Under both PAMII and PADD, a P&A system has a right of access to records of individuals only in three delineated circumstances. A system may obtain the records of any individual who is a client of the system where such individual or his legal guardian or representative has authorized the system to have access. 42 USC §§ 6042 (a) (2) (I) (i); 10805 (a) (4) (A). Alternatively, a system may obtain the records of any individual who is unable to authorize the system to have such access, who does not have a legal guardian or representative or whose guardian is the State, and with respect to whom either a complaint has been received or there is probable cause to.believe that such individual has been subjected to or is being subjected to abuse or neglect. 42 USC §§ 6042 (a) (2) (I) (ii); 10805 (a) (4) (B). A system may also obtain access to the records of any individual who has a legal guardian or representative and with respect to whom there is probable cause to believe that such individual has been subject to abuse or neglect, if such representative has been contacted by the system, the system has offered its assistance to resolve the situation, and the representative has failed or refused to act. 42 USC §§ 6042 (a) (2) (I) (iii); 10805 (a) (4) (C).

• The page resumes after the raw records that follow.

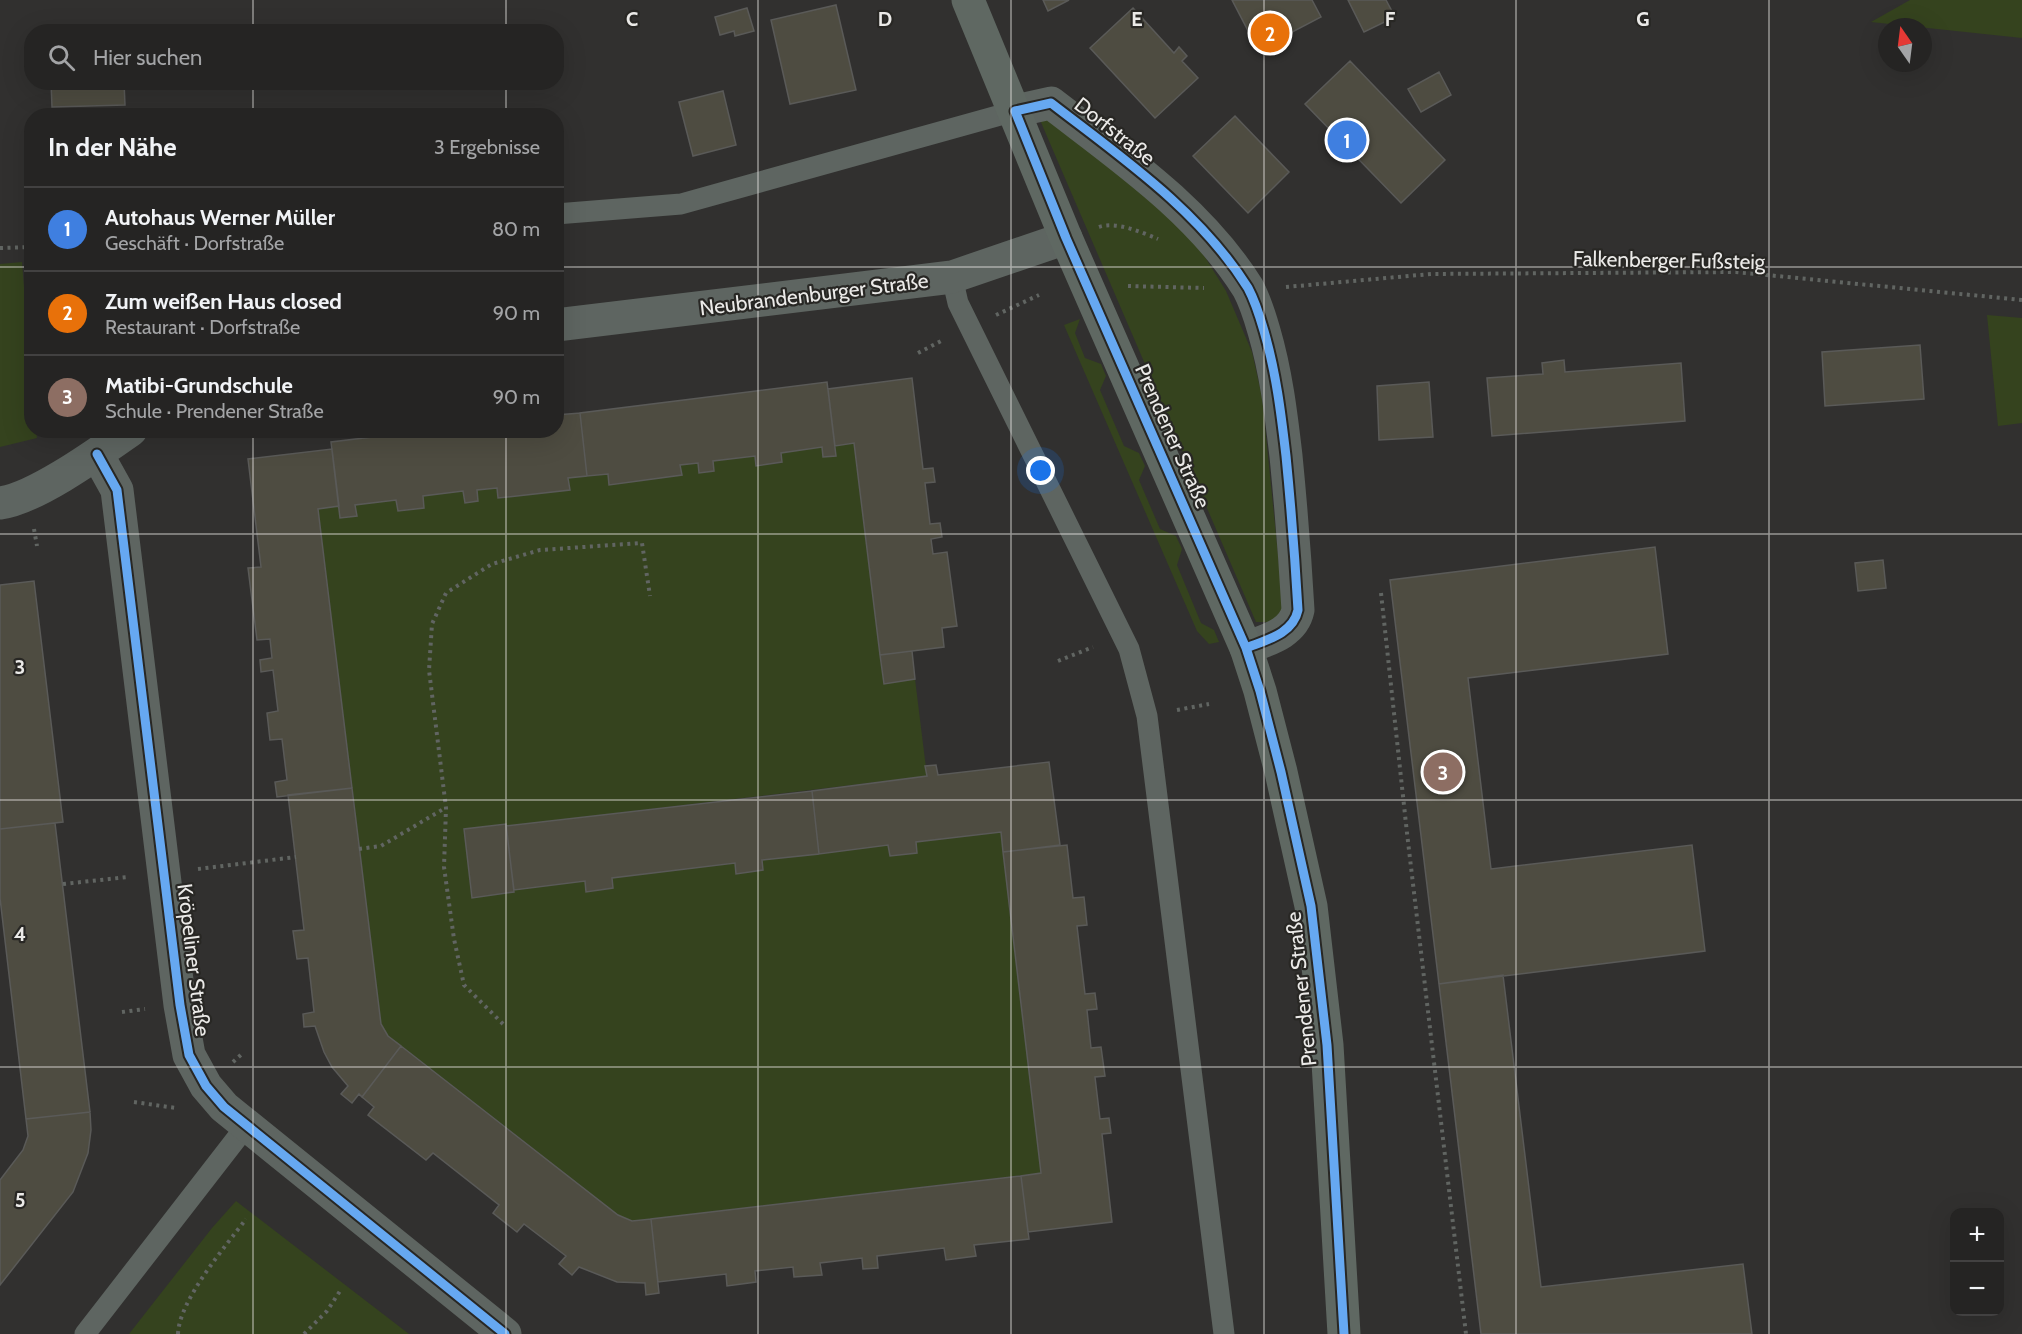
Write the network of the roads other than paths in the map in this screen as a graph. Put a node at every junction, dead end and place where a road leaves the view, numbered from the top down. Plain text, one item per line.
1 (968, 0) edge
2 (1015, 111) junction
3 (564, 213) edge
4 (1066, 238) junction
5 (951, 277) junction
6 (564, 324) edge
7 (120, 438) edge
8 (97, 454) junction
9 (0, 503) edge
10 (1246, 648) junction
11 (247, 1125) junction
12 (85, 1334) edge
13 (505, 1334) edge
14 (1224, 1334) edge
15 (1344, 1334) edge

1 - 2 main road
2 - 3 lane
2 - 4 main road
2 - 10 street, Dorfstraße
4 - 5 street, Neubrandenburger Straße
4 - 10 main road, Prendener Straße
5 - 6 street, Neubrandenburger Straße
5 - 14 lane
7 - 8 street
8 - 9 street
8 - 11 street, Kröpeliner Straße
10 - 15 main road, Prendener Straße
11 - 12 lane
11 - 13 street, Kröpeliner Straße

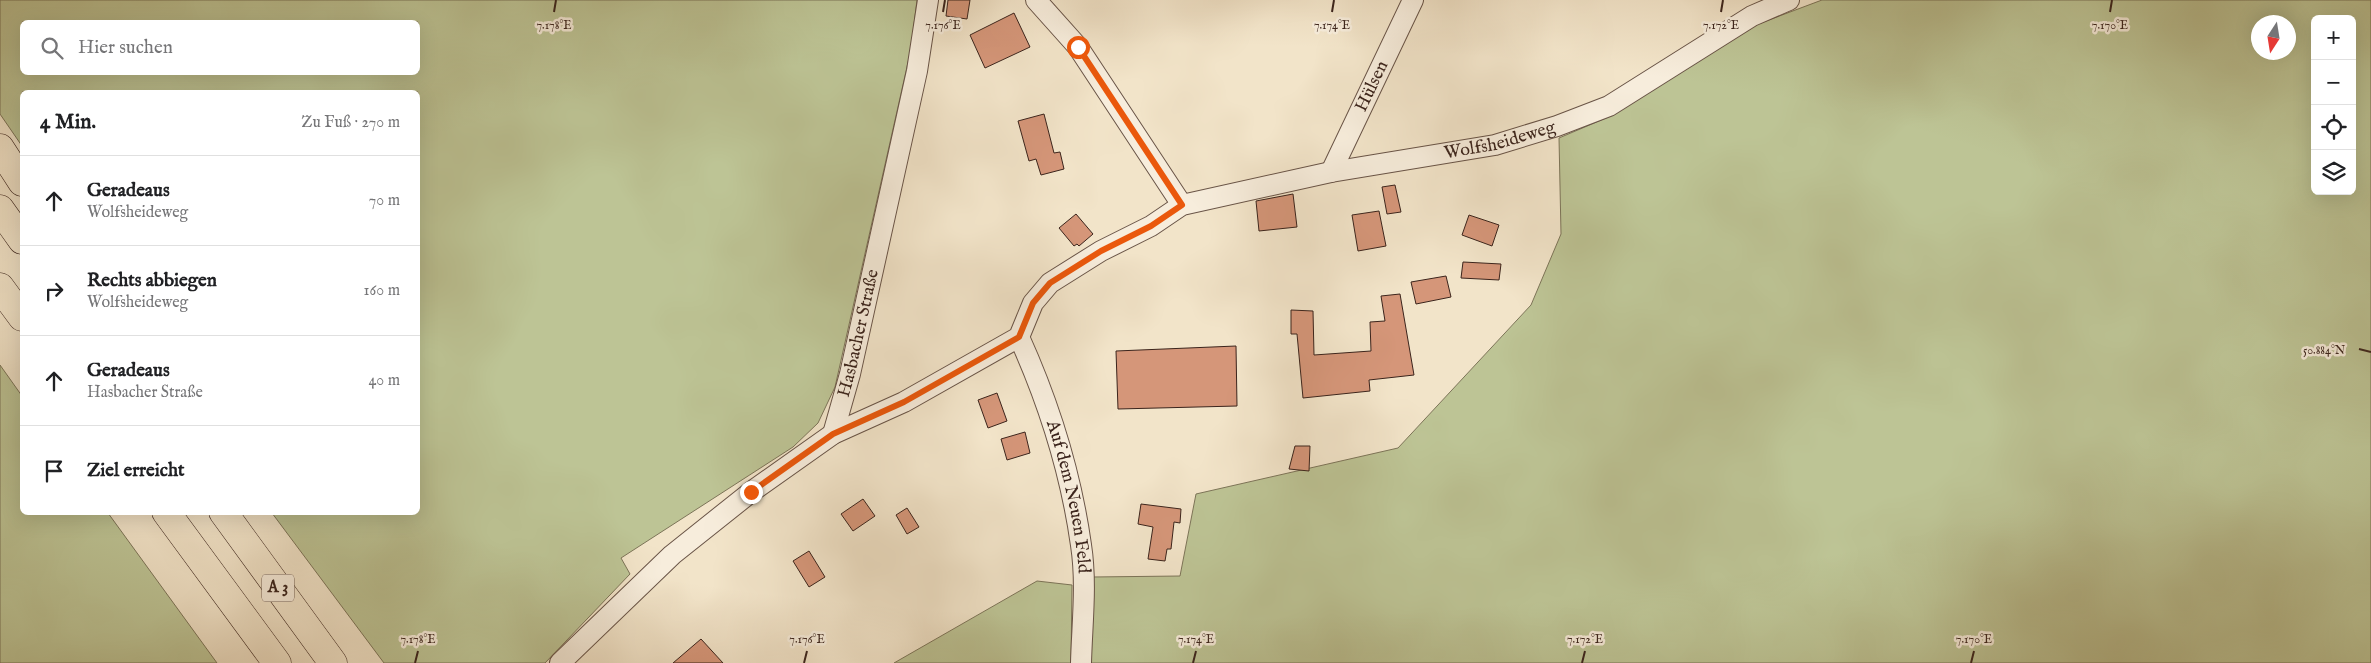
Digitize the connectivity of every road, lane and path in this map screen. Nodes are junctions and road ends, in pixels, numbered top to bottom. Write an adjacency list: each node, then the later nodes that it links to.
1 (928, 0): 14 (street, Hasbacher Straße)
2 (1036, 0): 8 (street)
3 (1412, 0): 6 (street, Hülsen)
4 (1789, 0): 6 (street, Wolfsheideweg)
5 (0, 148): 7 (highway)
6 (1331, 172): 8 (street, Wolfsheideweg)
7 (20, 179)
8 (1182, 205): 13 (street, Wolfsheideweg)
9 (0, 209): 10 (highway)
10 (20, 237)
11 (0, 286): 12 (highway)
12 (20, 314)
13 (1019, 337): 14 (street); 20 (street, Auf dem Neuen Feld)
14 (833, 434): 19 (street)
15 (168, 515): 17 (highway, A 3)
16 (224, 515): 18 (highway, A 3)
17 (277, 663)
18 (333, 663)
19 (560, 663)
20 (1081, 663)

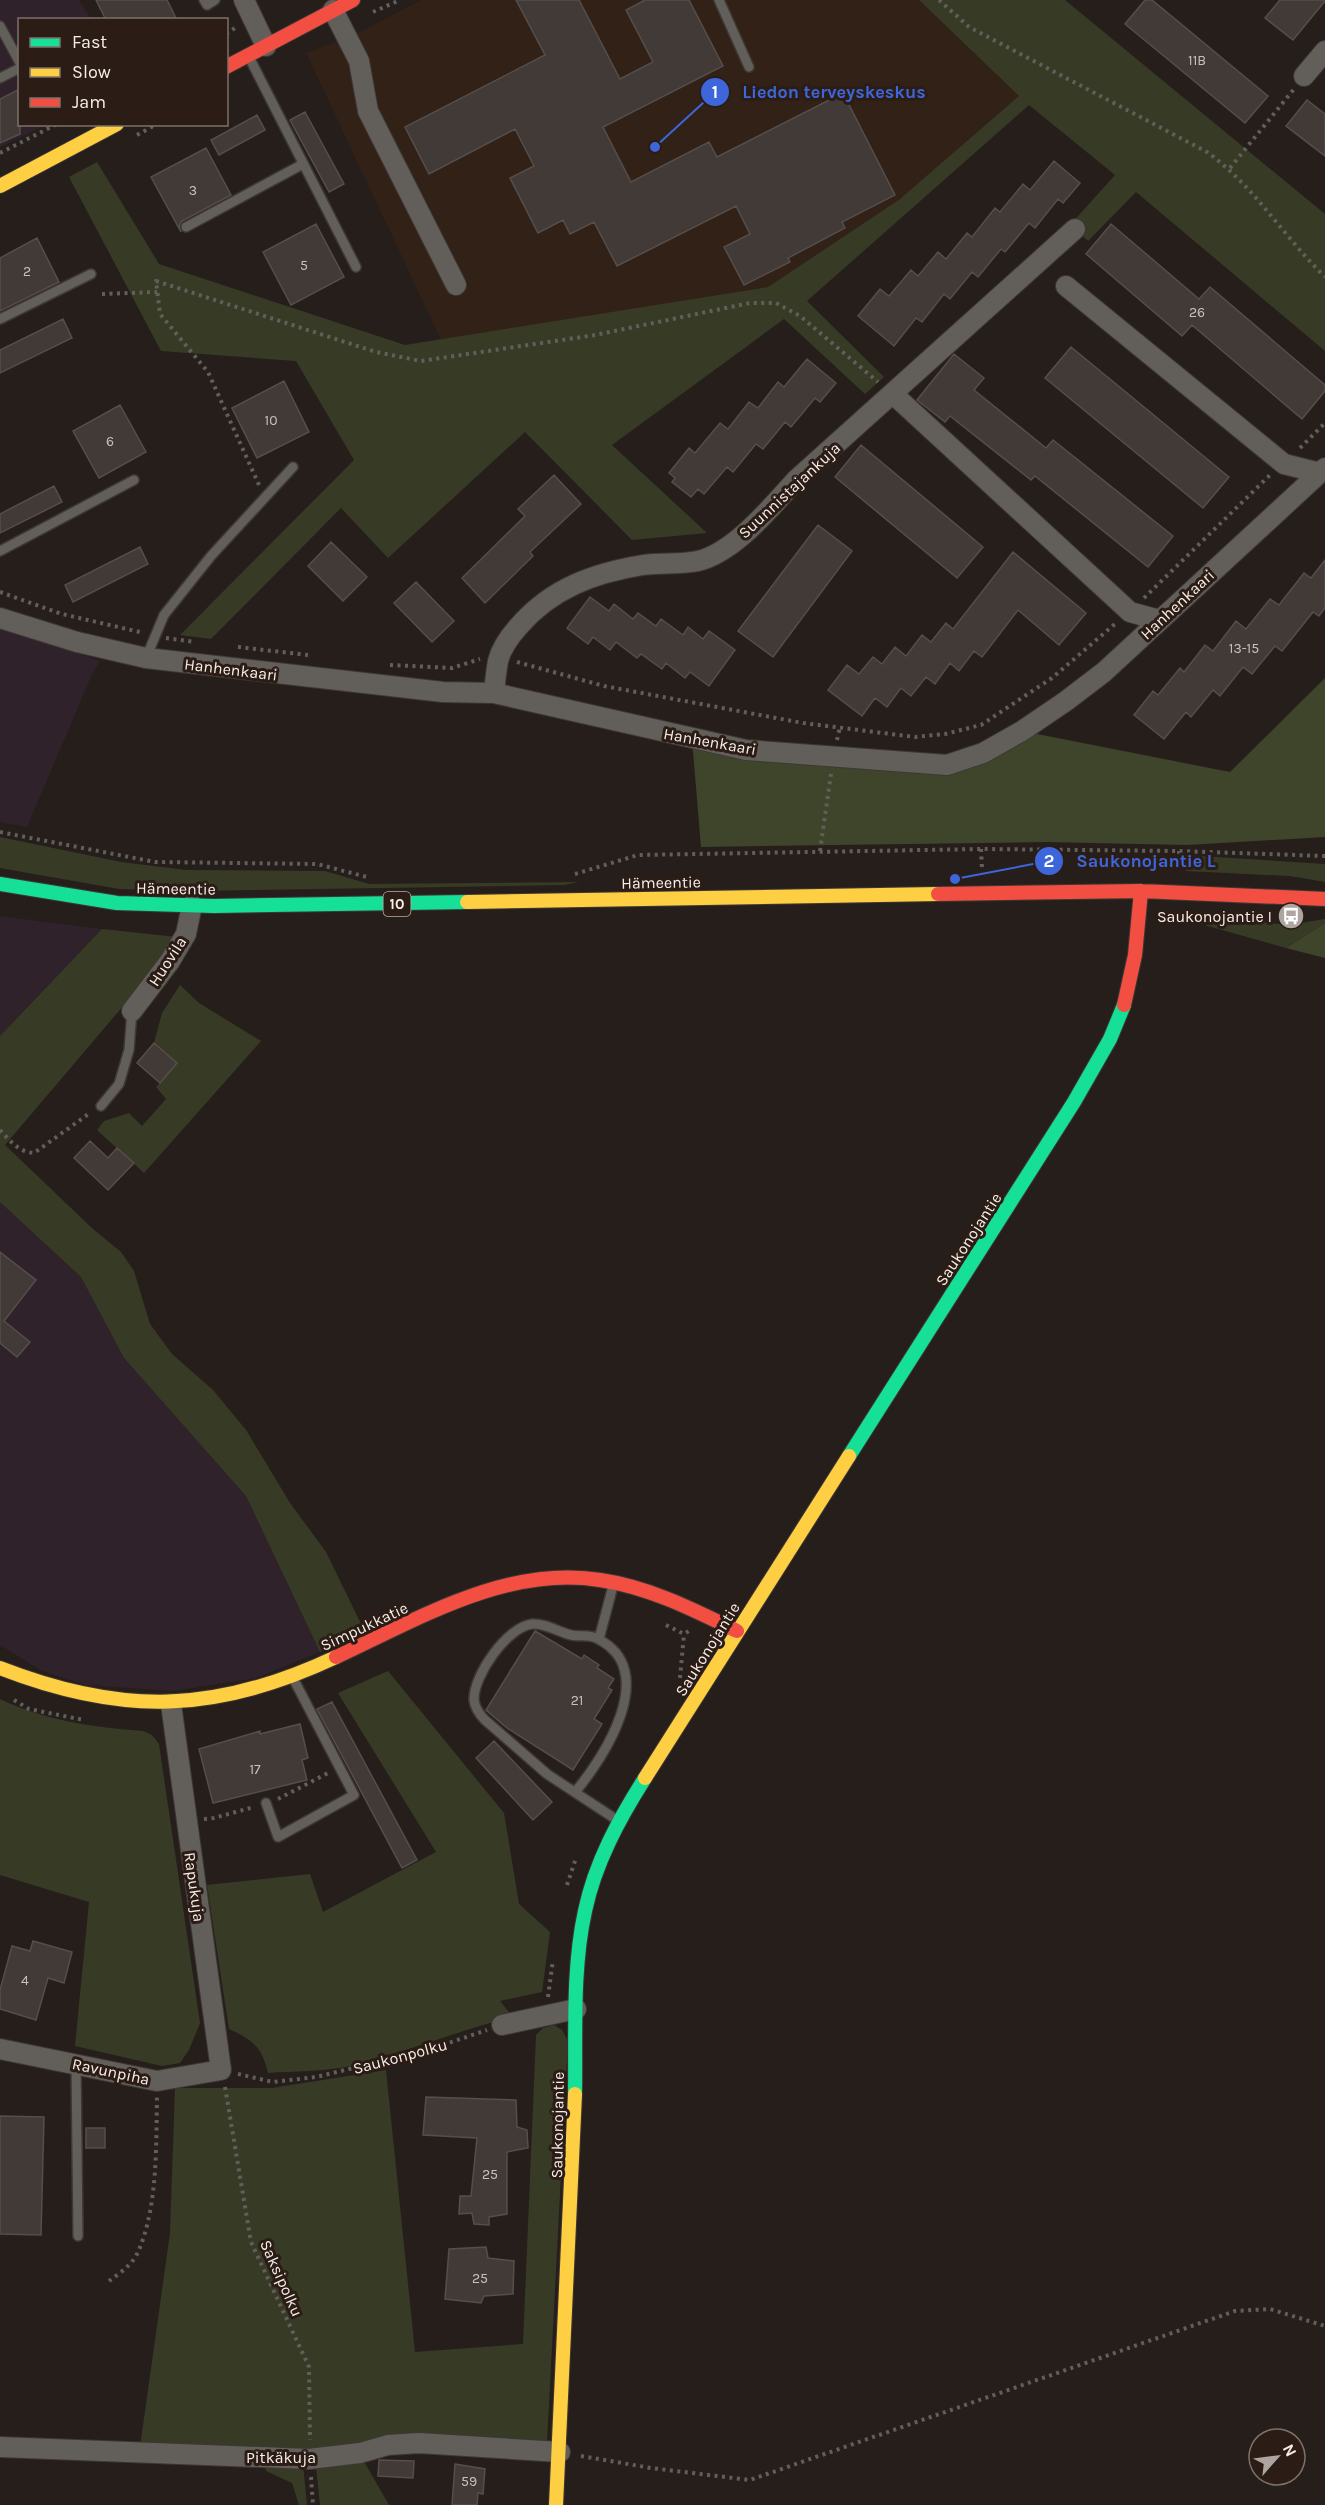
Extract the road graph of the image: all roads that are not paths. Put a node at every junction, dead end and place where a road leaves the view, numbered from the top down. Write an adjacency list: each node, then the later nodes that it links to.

Congress broadly defined “probable cause” under PAMII to mean: “reasonable grounds for belief that an individual with mental illness has been, or may be at significant risk of being subject to abuse or neglect.” 42 CFR § 51.2. PADD uses a similar definition of probable cause in this context. 45 CFR § 1386.19. Under the statutory framework, the designated P&A system, not a court, makes the determination as to “probable cause.” See Ala. Disabilities Advocacy Program v. J. S. Tarwater Developmental Center, 97 F3d 492, 498-499 (11th Cir. 1996);

By federal law, where media reports, general investigations, inspection reports and other credible information regarding abuse and neglect create probable cause, P&A systems are authorized and expected to conduct investigations.3 See 45 CFR § 1386.22 (a) (iii) (probable cause can be the result of monitoring or other activities including media reports and newspaper articles); Tarwater, 97 F3d at 498-499. Based on the criminal indictments against Borison and Diamond, various media accounts, the guilty plea by one defendant, and [783]*783GAO’s own investigation, GAO plainly had probable cause within the meaning of these federal statutes to investigate further.4

Armed with a showing of “probable cause” as defined by federal law, GAO then contacted the receiver to obtain additional facts. But at that juncture, GAO’s efforts became stymied. Although GAO presented probable cause suggesting that numerous persons may have been victimized, it could not identify them by name.5 Nor could GAO initiate contact with unidentified persons.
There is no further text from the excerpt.